:: REQUIREMENT ::
Each entry below is to be copied verbatim.

- Opening Delimiter -

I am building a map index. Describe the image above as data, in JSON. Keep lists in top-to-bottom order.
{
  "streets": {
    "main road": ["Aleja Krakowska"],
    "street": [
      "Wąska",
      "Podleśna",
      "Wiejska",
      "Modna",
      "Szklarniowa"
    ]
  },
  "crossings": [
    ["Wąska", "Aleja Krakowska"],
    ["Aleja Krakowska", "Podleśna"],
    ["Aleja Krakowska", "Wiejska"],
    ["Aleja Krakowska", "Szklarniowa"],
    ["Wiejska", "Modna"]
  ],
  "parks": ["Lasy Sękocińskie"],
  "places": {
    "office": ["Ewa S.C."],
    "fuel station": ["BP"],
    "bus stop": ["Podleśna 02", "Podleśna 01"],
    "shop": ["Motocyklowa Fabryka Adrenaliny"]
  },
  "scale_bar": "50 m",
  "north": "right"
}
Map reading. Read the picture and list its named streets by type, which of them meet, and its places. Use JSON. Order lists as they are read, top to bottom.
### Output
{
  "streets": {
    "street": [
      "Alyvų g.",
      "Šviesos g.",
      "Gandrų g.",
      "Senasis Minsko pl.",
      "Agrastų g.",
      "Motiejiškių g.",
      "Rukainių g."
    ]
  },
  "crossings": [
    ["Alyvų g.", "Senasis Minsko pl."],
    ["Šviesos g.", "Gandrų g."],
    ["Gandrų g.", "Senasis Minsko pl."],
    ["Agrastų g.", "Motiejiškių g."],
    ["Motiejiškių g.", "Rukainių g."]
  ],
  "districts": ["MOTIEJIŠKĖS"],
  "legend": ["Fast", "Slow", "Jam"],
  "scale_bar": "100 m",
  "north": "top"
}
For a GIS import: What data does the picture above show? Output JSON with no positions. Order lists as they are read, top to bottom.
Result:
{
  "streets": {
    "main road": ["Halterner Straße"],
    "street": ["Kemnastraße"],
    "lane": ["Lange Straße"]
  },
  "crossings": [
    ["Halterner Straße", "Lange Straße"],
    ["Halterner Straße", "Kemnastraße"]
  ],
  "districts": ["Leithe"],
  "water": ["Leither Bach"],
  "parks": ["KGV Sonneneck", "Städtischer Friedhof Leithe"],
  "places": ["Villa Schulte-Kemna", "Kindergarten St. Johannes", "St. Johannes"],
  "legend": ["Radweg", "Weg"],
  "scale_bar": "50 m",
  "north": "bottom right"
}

- Closing Delimiter -

:: RESPONSE TO THIS EXERCISE ::
I am building a map index. Describe the image above as data, in JSON. Keep lists in top-to-bottom order.
{
  "streets": {
    "main road": ["Aleja Krakowska"],
    "street": [
      "Wąska",
      "Podleśna",
      "Wiejska",
      "Modna",
      "Szklarniowa"
    ]
  },
  "crossings": [
    ["Wąska", "Aleja Krakowska"],
    ["Aleja Krakowska", "Podleśna"],
    ["Aleja Krakowska", "Wiejska"],
    ["Aleja Krakowska", "Szklarniowa"],
    ["Wiejska", "Modna"]
  ],
  "parks": ["Lasy Sękocińskie"],
  "places": {
    "office": ["Ewa S.C."],
    "fuel station": ["BP"],
    "bus stop": ["Podleśna 02", "Podleśna 01"],
    "shop": ["Motocyklowa Fabryka Adrenaliny"]
  },
  "scale_bar": "50 m",
  "north": "right"
}
Map reading. Read the picture and list its named streets by type, which of them meet, and its places. Use JSON. Order lists as they are read, top to bottom.
### Output
{
  "streets": {
    "street": [
      "Alyvų g.",
      "Šviesos g.",
      "Gandrų g.",
      "Senasis Minsko pl.",
      "Agrastų g.",
      "Motiejiškių g.",
      "Rukainių g."
    ]
  },
  "crossings": [
    ["Alyvų g.", "Senasis Minsko pl."],
    ["Šviesos g.", "Gandrų g."],
    ["Gandrų g.", "Senasis Minsko pl."],
    ["Agrastų g.", "Motiejiškių g."],
    ["Motiejiškių g.", "Rukainių g."]
  ],
  "districts": ["MOTIEJIŠKĖS"],
  "legend": ["Fast", "Slow", "Jam"],
  "scale_bar": "100 m",
  "north": "top"
}
For a GIS import: What data does the picture above show? Output JSON with no positions. Order lists as they are read, top to bottom.
Result:
{
  "streets": {
    "main road": ["Halterner Straße"],
    "street": ["Kemnastraße"],
    "lane": ["Lange Straße"]
  },
  "crossings": [
    ["Halterner Straße", "Lange Straße"],
    ["Halterner Straße", "Kemnastraße"]
  ],
  "districts": ["Leithe"],
  "water": ["Leither Bach"],
  "parks": ["KGV Sonneneck", "Städtischer Friedhof Leithe"],
  "places": ["Villa Schulte-Kemna", "Kindergarten St. Johannes", "St. Johannes"],
  "legend": ["Radweg", "Weg"],
  "scale_bar": "50 m",
  "north": "bottom right"
}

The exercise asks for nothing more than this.